Krimi-Couch Rezension vonJan 2010

Mutter ist die beste - Mörderin!

Seit zwanzig Jahren versucht Hannah Griffin das grausame Ende ihrer Kindheit zu vergessen. Auf einer Farm im US-Staat Oregon wuchsen sie und ihre Zwillingsbrüder bei einer psychopathischen Mutter auf, die schließlich in einer kalten Winternacht ihren Kindern das Dach über dem Kopf anzündete. Während die Brüder sowie ihre Mutter im Feuer umkamen, konnte Hannah entkommen. Bei einer Besichtigung der Brandstätte stieß die Polizei auf ein Grab. Es blieb nicht das einzige, und immer lag die Leiche eines in Uniform gekleideten, älteren Mannes darin: Claire Logan hatte als Massenmörderin genaue Vorstellungen von ihrem Opfer.

 Schon damals waren sowohl Hannah als auch Jeff Bauer, der als FBI-Beamter den Fall bearbeitete, davon überzeugt, dass die in der Ruine des Farmhauses gefundene Frauenleiche nicht die von Claire Logan war. Sie ist entkommen und verfolgt als vage Schreckgestalt ihre Tochter, die sich nie von den halb verdrängten Erinnerungen an Gräueltaten lösen konnte, deren Zeugin sie als Kind wurde.

 Inzwischen ist Hannah verheiratet und selbst Mutter einer achtjährigen Tochter. Sie arbeitet als Ermittlerin für das Bezirksgericht des Santa Louisa County nahe Los Angeles in Kalifornien. Der zwanzigste Jahrestag des Brandes naht, als Hannah anonym ein Paket mit den angesengten Kinderschuhen ihrer Brüder zugeschickt wird. Töchterlein Amber berichtet von einer unbekannten Frau, die Grüße von der Großmutter ausgerichtet hat.

 Ist Claire zurückgekehrt, will sie vollenden, was ihr einst nicht gelang? Zusammen mit Agent Bauer kehrt Hannah nach Oregon zurück. Die Odyssee führt zu einem drastisch veränderten Bild der damaligen Ereignisse, und das beschwört Gefahren herauf, mit denen weder Hannah noch Bauer rechnen konnten …

 Viele Leichen, wenig Gewalt

 Sogar der Unterhaltungs-Thriller der B-Kategorie hält sich mit Frauen in der Serienkiller-Rolle zurück; diese unschöne Variante des Kapitalverbrechens scheint auch im Zeitalter der Emanzipation buchstäblich in männlichen Händen zu liegen. Andererseits gibt es mordende Frauen. Gregg Olsen, Autor zahlreicher "True-Crime"-Bücher, hat sogar mit einigen gesprochen, denn die Dynamik zwischen Müttern und Töchtern, die entweder kriminell wurden oder das Opfer krimineller Aktivitäten wurden, sind so etwas wie seine Spezialität. (Mit der Figur der Autorin Marcella Hoffman hat Olsen – Kritikern lieber selbst den Wind aus den Segeln nehmend – seiner Zunft ein selbstironisches Denkmal gesetzt, das sämtliche Unarten des "True-Crime"-Genres verkörpert.)

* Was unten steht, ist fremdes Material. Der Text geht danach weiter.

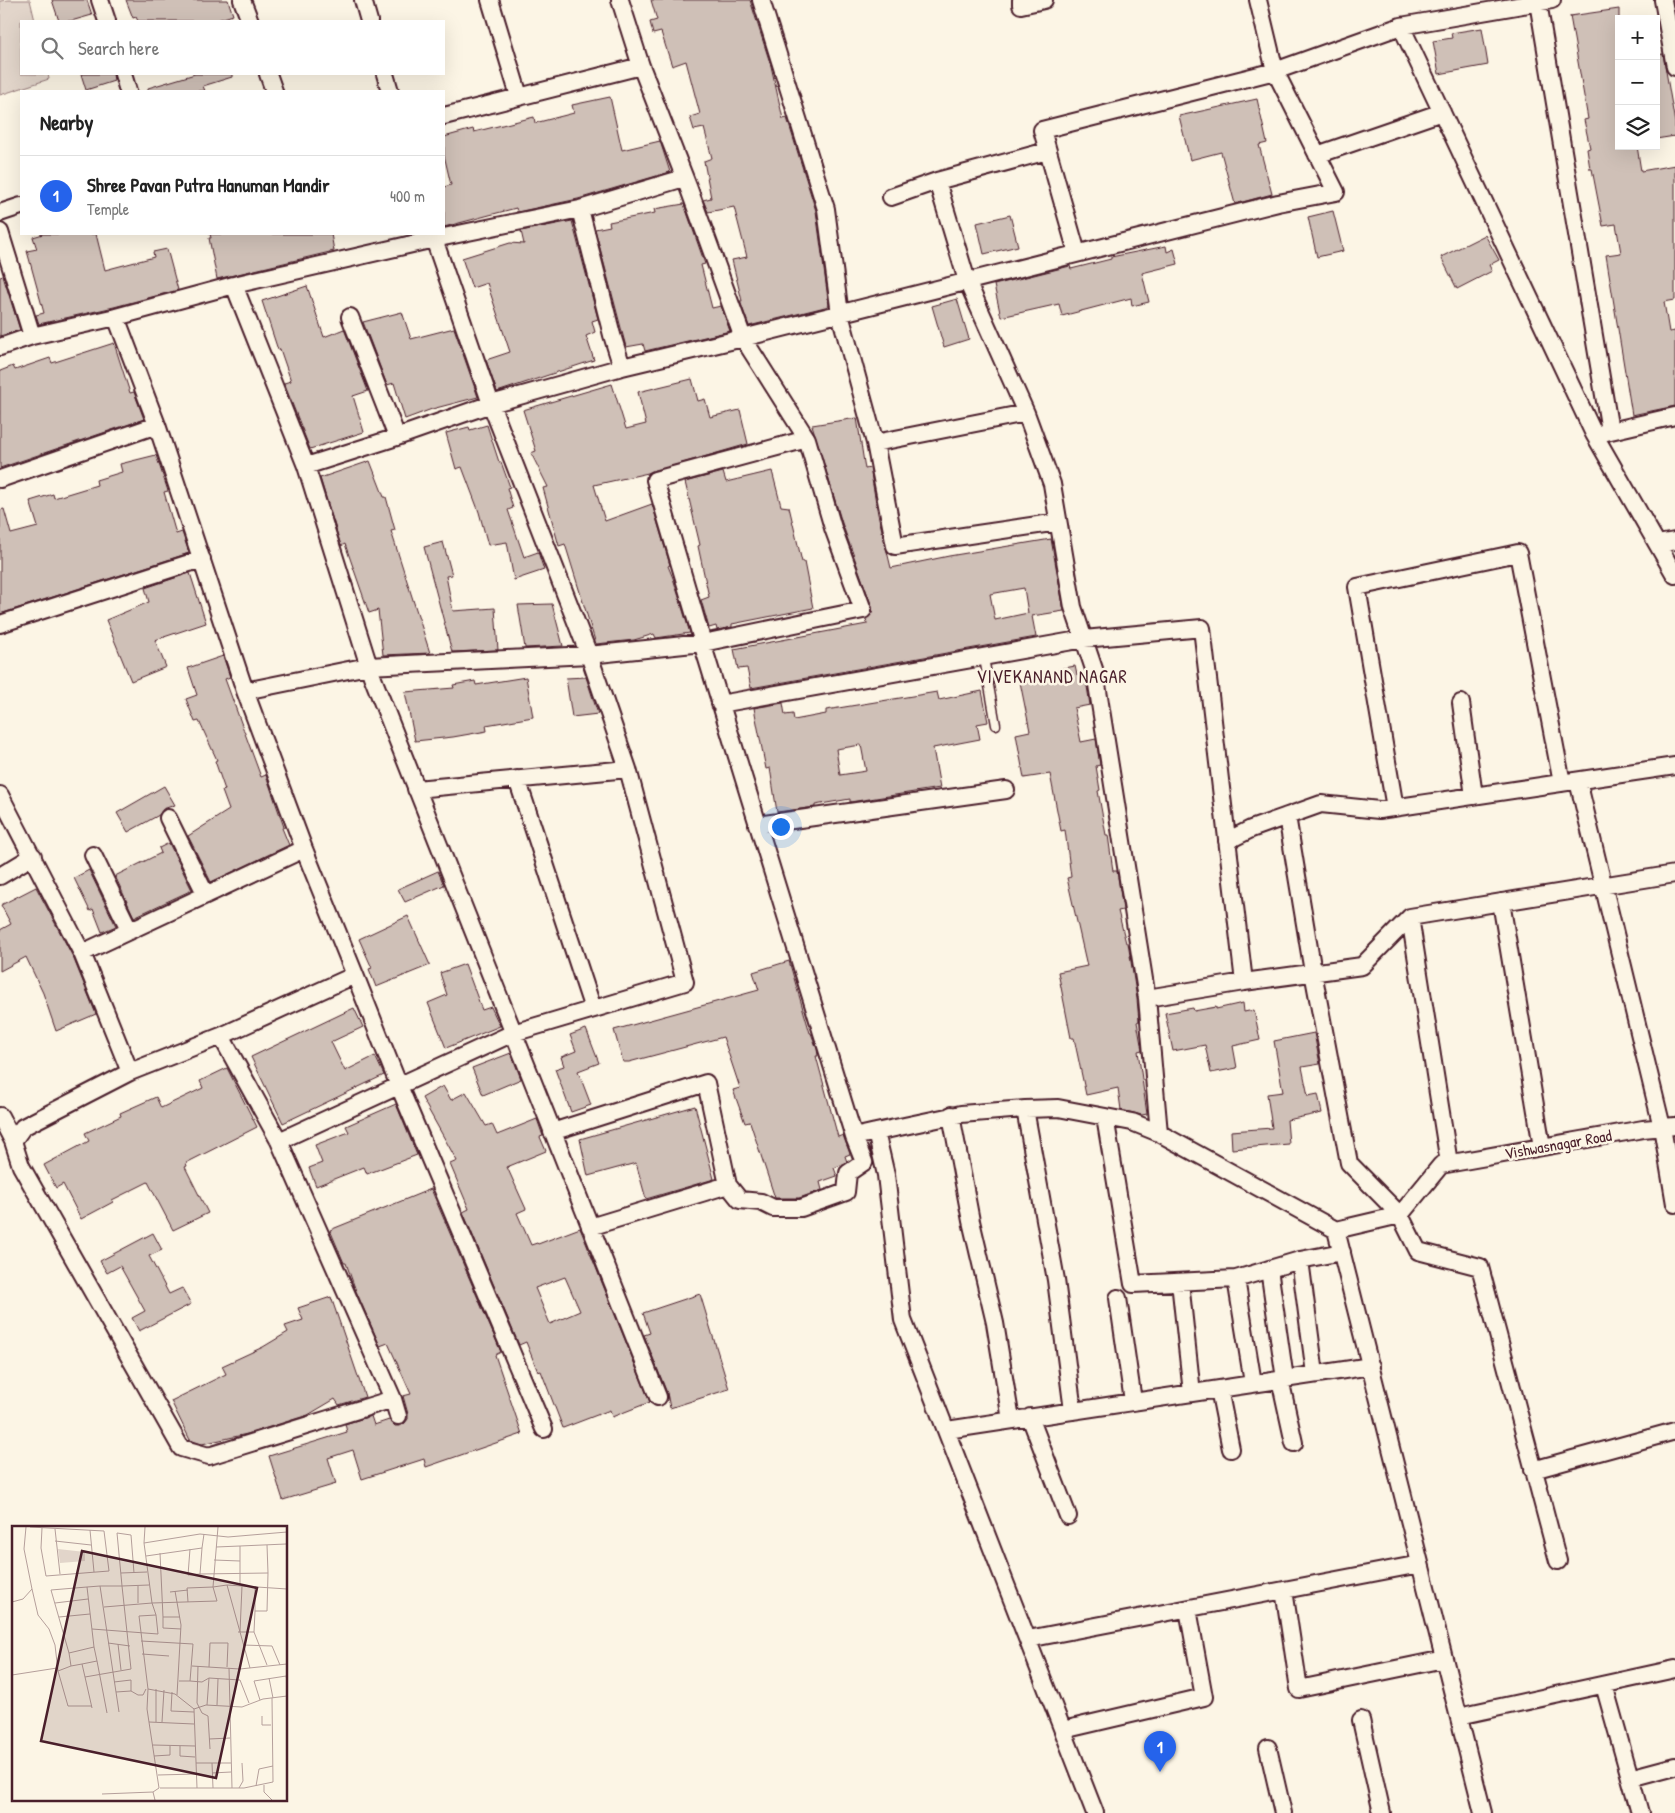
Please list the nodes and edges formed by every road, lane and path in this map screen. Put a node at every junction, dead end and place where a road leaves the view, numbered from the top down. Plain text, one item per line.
1 (100, 0) edge
2 (242, 0) edge
3 (363, 0) edge
4 (490, 0) edge
5 (620, 0) edge
6 (762, 0) edge
7 (1021, 0) edge
8 (1044, 0) edge
9 (1258, 0) edge
10 (1663, 0) edge
11 (1545, 1) edge
12 (1519, 3) edge
13 (107, 20) edge
14 (250, 20) edge
15 (369, 20) edge
16 (1401, 26) junction
17 (641, 66) junction
18 (1675, 67) edge
19 (1275, 71) junction
20 (123, 75) edge
21 (268, 75) edge
22 (385, 75) edge
23 (128, 90) edge
24 (274, 90) edge
25 (390, 90) edge
26 (519, 96) junction
27 (1442, 112) junction
28 (445, 116) edge
29 (1047, 151) junction
30 (1317, 155) junction
31 (684, 178) junction
32 (937, 181) junction
33 (891, 196) dead end
34 (20, 206) edge
35 (580, 209) junction
36 (0, 213) edge
37 (0, 232) edge
38 (445, 234) edge
39 (433, 236) edge
40 (1077, 253) junction
41 (967, 281) junction
42 (234, 284) junction
43 (840, 314) junction
44 (116, 316) junction
45 (350, 317) dead end
46 (32, 336) junction
47 (743, 338) junction
48 (0, 347) edge
49 (622, 367) junction
50 (491, 404) junction
51 (1026, 413) junction
52 (1675, 416) edge
53 (157, 425) junction
54 (1602, 432) junction
55 (397, 437) junction
56 (807, 439) junction
57 (875, 443) junction
58 (306, 466) junction
59 (0, 479) edge
60 (1058, 522) junction
61 (1675, 541) edge
62 (1658, 544) junction
63 (202, 560) junction
64 (1675, 575) edge
65 (0, 624) edge
66 (1084, 639) junction
67 (703, 643) junction
68 (589, 655) junction
69 (984, 658) junction
70 (368, 666) junction
71 (245, 690) junction
72 (1461, 703) dead end
73 (720, 704) junction
74 (996, 725) dead end
75 (1675, 766) edge
76 (628, 770) junction
77 (517, 779) junction
78 (1578, 781) junction
79 (1562, 783) junction
80 (416, 788) junction
81 (1006, 790) dead end
82 (0, 795) edge
83 (1474, 796) junction
84 (1394, 808) junction
85 (1287, 816) junction
86 (168, 818) dead end
87 (757, 824) junction
88 (1228, 841) junction
89 (304, 850) junction
90 (94, 855) dead end
91 (33, 856) junction
92 (1675, 874) edge
93 (0, 876) edge
94 (1604, 886) junction
95 (206, 895) junction
96 (1501, 902) junction
97 (1410, 917) junction
98 (130, 931) junction
99 (82, 953) junction
100 (1313, 972) junction
101 (355, 975) junction
102 (1244, 982) junction
103 (1147, 998) junction
104 (593, 1010) junction
105 (513, 1034) junction
106 (221, 1036) junction
107 (130, 1072) junction
108 (399, 1086) junction
109 (1026, 1108) junction
110 (951, 1115) junction
111 (0, 1116) edge
112 (1105, 1117) junction
113 (1669, 1126) edge
114 (552, 1132) junction
115 (876, 1132) junction
116 (1159, 1133) junction
117 (854, 1138) junction
118 (278, 1141) junction
119 (13, 1142) junction
120 (1542, 1147) junction
121 (1445, 1164) junction
122 (728, 1185) junction
123 (1675, 1204) edge
124 (1400, 1215) junction
125 (590, 1226) junction
126 (1336, 1230) junction
127 (1342, 1252) junction
128 (1300, 1260) junction
129 (1269, 1269) junction
130 (1236, 1279) junction
131 (1180, 1282) junction
132 (1118, 1298) dead end
133 (1371, 1366) junction
134 (1314, 1374) junction
135 (1283, 1379) junction
136 (1253, 1383) junction
137 (1220, 1388) junction
138 (1192, 1393) junction
139 (658, 1397) dead end
140 (393, 1399) junction
141 (1133, 1401) junction
142 (1073, 1411) junction
143 (398, 1416) dead end
144 (1030, 1417) junction
145 (1011, 1420) junction
146 (544, 1429) dead end
147 (947, 1430) junction
148 (1675, 1431) edge
149 (1294, 1442) dead end
150 (1231, 1449) dead end
151 (1533, 1470) junction
152 (1068, 1516) dead end
153 (1558, 1561) dead end
154 (1420, 1564) junction
155 (1284, 1590) junction
156 (1188, 1609) junction
157 (1028, 1639) junction
158 (1444, 1659) junction
159 (1675, 1670) edge
160 (1604, 1685) junction
161 (1459, 1716) junction
162 (1361, 1720) dead end
163 (1063, 1730) junction
164 (1268, 1748) dead end
165 (1675, 1766) edge
166 (1630, 1778) junction
167 (1095, 1813) edge
168 (1283, 1813) edge
169 (1382, 1813) edge
170 (1483, 1813) edge
171 (1640, 1813) edge

1 - 13 street
2 - 14 street
3 - 15 street
4 - 26 street
5 - 17 street
6 - 43 street
7 - 8 street
9 - 19 street
10 - 18 street
11 - 12 street
11 - 54 street
12 - 16 street
16 - 19 street
16 - 27 street
17 - 26 street
17 - 31 street
19 - 29 street
19 - 30 street
20 - 23 street
21 - 24 street
22 - 25 street
26 - 28 street
27 - 30 street
27 - 54 street
29 - 32 street
29 - 40 street
30 - 40 street
31 - 35 street
31 - 47 street
32 - 33 street
32 - 41 street
34 - 36 street
35 - 38 street
35 - 49 street
37 - 46 street
39 - 42 street
39 - 50 street
40 - 41 street
41 - 43 street
41 - 51 street
42 - 44 street
42 - 58 street
43 - 47 street
43 - 57 street
44 - 46 street
44 - 53 street
45 - 55 street
46 - 48 street
47 - 49 street
47 - 56 street
49 - 50 street
50 - 55 street
50 - 68 street
51 - 57 street
51 - 60 street
52 - 54 street
53 - 59 street
53 - 63 street
54 - 62 street
55 - 58 street
56 - 67 street
56 - 67 street
57 - 60 street
58 - 70 street
60 - 66 street
61 - 62 street
62 - 64 street
63 - 65 street
63 - 71 street
66 - 69 street
66 - 88 street
66 - 103 street
67 - 68 street
67 - 73 street
68 - 70 street
68 - 76 street
69 - 73 street
69 - 74 lane
70 - 71 street
70 - 80 street
71 - 89 street
72 - 83 street
73 - 87 street
75 - 78 street
76 - 77 street
76 - 104 street
77 - 80 street
77 - 104 street
78 - 79 street
78 - 94 street
79 - 83 street
79 - 84 street
80 - 105 street
81 - 87 street
82 - 91 street
83 - 84 street
84 - 85 street
85 - 88 street
85 - 100 street
86 - 95 street
87 - 117 street
88 - 102 street
89 - 95 street
89 - 101 street
90 - 98 street
91 - 93 street
91 - 99 street
92 - 94 street
94 - 96 street
94 - 113 street
95 - 98 street
96 - 97 street
96 - 120 street
97 - 100 street
97 - 121 street
98 - 99 street
99 - 107 street
100 - 102 street
100 - 124 street
101 - 106 street
101 - 108 street
102 - 103 street
103 - 116 street
104 - 105 street
105 - 108 street
105 - 114 street
106 - 107 street
106 - 118 street
107 - 119 street
108 - 118 street
108 - 146 street
109 - 110 street
109 - 112 street
109 - 142 street
110 - 115 street
110 - 145 street
111 - 119 street
112 - 116 street
112 - 131 street
113 - 120 street, Vishwasnagar Road
113 - 123 street
114 - 122 street
114 - 125 street
115 - 117 street
115 - 147 street
116 - 126 street
117 - 122 street
118 - 140 street
119 - 140 street
120 - 121 street, Vishwasnagar Road
121 - 124 street
122 - 125 street
124 - 126 street
124 - 151 street
125 - 139 street
126 - 127 street
127 - 128 street
127 - 133 street
128 - 129 street
128 - 134 street
129 - 130 street
129 - 135 street
130 - 131 street
130 - 136 street
131 - 138 street
132 - 141 street
133 - 134 street
133 - 154 street
134 - 135 street
135 - 136 street
135 - 149 street
136 - 137 street
137 - 138 street
137 - 150 street
138 - 141 street
140 - 143 street
141 - 142 street
142 - 144 street
144 - 145 street
144 - 152 street
145 - 147 street
147 - 157 street
148 - 151 street
151 - 153 street
154 - 155 street
154 - 158 street
155 - 156 street
155 - 158 street
156 - 157 street
156 - 163 street
157 - 163 street
158 - 161 street
159 - 160 street
160 - 161 street
160 - 166 street
161 - 170 street
162 - 169 street
163 - 167 street
164 - 168 street
165 - 166 street
166 - 171 street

 Auch sonst versteht er sichtlich etwas von der Materie. Sein Hintergrundwissen ist breit gefächert und deckt nicht nur die polizeiliche Ermittlungsarbeit ab, sondern widmet sich ebenso intensiv dem menschlichen Drama, das ein Verbrechen des hier beschriebenen Kalibers auslöst, von dem nicht nur die Mordopfer, sondern auch deren Familien und Freunde sowie – das wird oft vergessen – die Angehörigen des Täters betroffen werden.

 Die Gewaltorgien der Mörder-Lady breitet Olsen nicht so liebevoll vor seinen Lesern aus, wie es im Killer-Thriller 2.0 viel zu üblich geworden ist. Er ´beschränkt´ sich auf die Schilderung der Folgen, die sich aus den Untaten ergeben. Dieses Verb steht hier in Anführungsstrichen, weil sich Olsen zumindest in dieser Hinsicht keine Zügel anlegt. Die Exhumierung einer seit Jahren unter der Erde gelegenen Säuglingsleiche ist auch ohne Blut und Schreie reichlich starker Tobak (sowie für das eigentliche Geschehen völlig unerheblich).

 Viel Dramatik, wenig Spannung

 Was Olsen nicht gelingt, ist die Verknüpfung von Information und Handlung. Schon die Erzählstruktur wirkt unnötig sperrig: Die Geschichte startet, dann springt sie weit in die Vergangenheit zurück und unterbricht den ersten Spannungsbogen, der mühsam neu aufgerichtet werden muss, während wir uns dem Ausgangspunkt – der Gegenwart – allmählich wieder nähern. Auch sonst verwechselt Olsen beim Spannungsaufbau oft Cliffhanger und Abrisskante oder zerdehnt und verkompliziert Abläufe, die von den eigentlichen Ereignissen wegführen.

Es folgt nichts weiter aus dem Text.